[Excerpted records Boundary: Start]

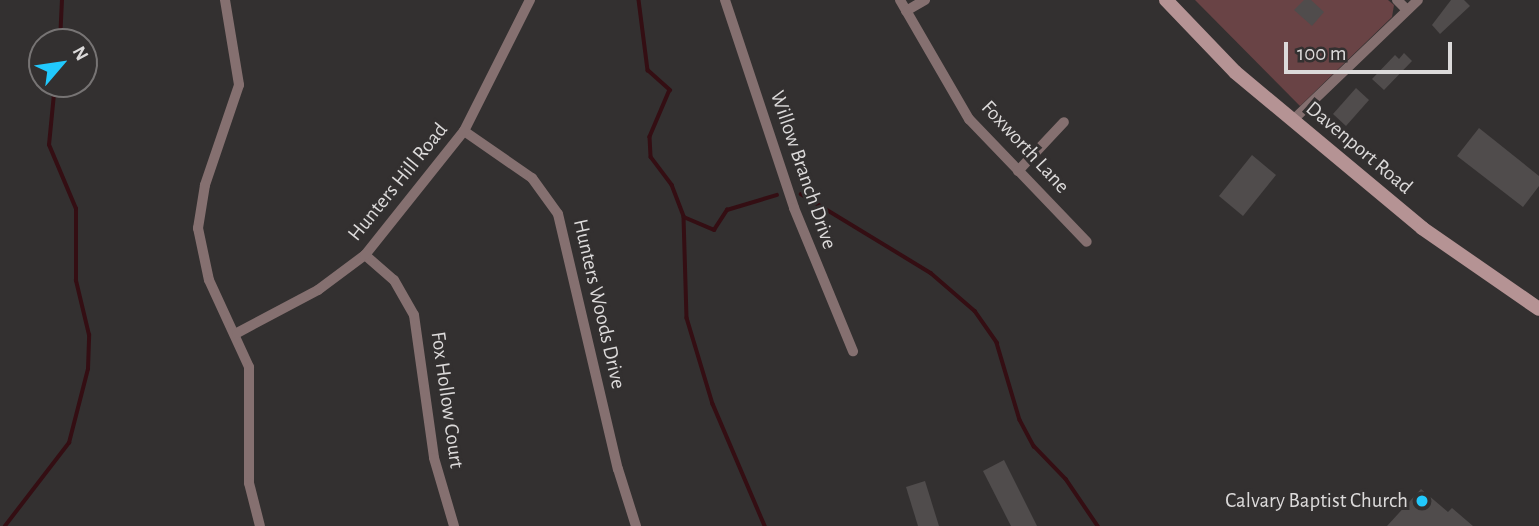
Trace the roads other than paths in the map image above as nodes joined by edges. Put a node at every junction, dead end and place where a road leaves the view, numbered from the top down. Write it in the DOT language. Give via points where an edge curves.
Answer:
graph roads {
  1 [pos="225,0"];
  2 [pos="530,0"];
  3 [pos="725,0"];
  4 [pos="925,0"];
  5 [pos="1166,0"];
  6 [pos="1397,0"];
  7 [pos="1418,0"];
  8 [pos="903,5"];
  9 [pos="1407,10"];
  10 [pos="1293,120"];
  11 [pos="1064,122"];
  12 [pos="464,131"];
  13 [pos="1018,171"];
  14 [pos="1087,242"];
  15 [pos="365,255"];
  16 [pos="1539,310"];
  17 [pos="237,333"];
  18 [pos="853,351"];
  19 [pos="260,526"];
  20 [pos="454,526"];
  21 [pos="636,526"];
  1 -- 17 [label="street" via="239,85 205,185 198,228 209,280"];
  2 -- 12 [label="street, Hunters Hill Road"];
  3 -- 18 [label="street, Willow Branch Drive" via="794,208"];
  4 -- 8 [label="street"];
  5 -- 10 [label="street, Davenport Road" via="1213,51"];
  6 -- 9 [label="street"];
  7 -- 9 [label="street"];
  8 -- 13 [label="street, Foxworth Lane" via="969,119"];
  9 -- 10 [label="street"];
  10 -- 16 [label="street, Davenport Road" via="1470,266"];
  11 -- 13 [label="street"];
  12 -- 15 [label="street, Hunters Hill Road"];
  12 -- 21 [label="street, Hunters Woods Drive" via="532,178 558,215 618,469"];
  13 -- 14 [label="street, Foxworth Lane"];
  15 -- 17 [label="street, Hunters Hill Road" via="318,290"];
  15 -- 20 [label="street, Fox Hollow Court" via="394,280 414,315 434,458"];
  17 -- 19 [label="street" via="252,382 249,474"];
}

[Excerpted records Boundary: End]

Copy the listing exactly. Any image in it stays out of the copy.

Trace the roads other than paths in the map image above as nodes joined by edges. Put a node at every junction, dead end and place where a road leaves the view, numbered from the top down. Write it in the DOT language. Give via points where an edge curves.
Answer:
graph roads {
  1 [pos="225,0"];
  2 [pos="530,0"];
  3 [pos="725,0"];
  4 [pos="925,0"];
  5 [pos="1166,0"];
  6 [pos="1397,0"];
  7 [pos="1418,0"];
  8 [pos="903,5"];
  9 [pos="1407,10"];
  10 [pos="1293,120"];
  11 [pos="1064,122"];
  12 [pos="464,131"];
  13 [pos="1018,171"];
  14 [pos="1087,242"];
  15 [pos="365,255"];
  16 [pos="1539,310"];
  17 [pos="237,333"];
  18 [pos="853,351"];
  19 [pos="260,526"];
  20 [pos="454,526"];
  21 [pos="636,526"];
  1 -- 17 [label="street" via="239,85 205,185 198,228 209,280"];
  2 -- 12 [label="street, Hunters Hill Road"];
  3 -- 18 [label="street, Willow Branch Drive" via="794,208"];
  4 -- 8 [label="street"];
  5 -- 10 [label="street, Davenport Road" via="1213,51"];
  6 -- 9 [label="street"];
  7 -- 9 [label="street"];
  8 -- 13 [label="street, Foxworth Lane" via="969,119"];
  9 -- 10 [label="street"];
  10 -- 16 [label="street, Davenport Road" via="1470,266"];
  11 -- 13 [label="street"];
  12 -- 15 [label="street, Hunters Hill Road"];
  12 -- 21 [label="street, Hunters Woods Drive" via="532,178 558,215 618,469"];
  13 -- 14 [label="street, Foxworth Lane"];
  15 -- 17 [label="street, Hunters Hill Road" via="318,290"];
  15 -- 20 [label="street, Fox Hollow Court" via="394,280 414,315 434,458"];
  17 -- 19 [label="street" via="252,382 249,474"];
}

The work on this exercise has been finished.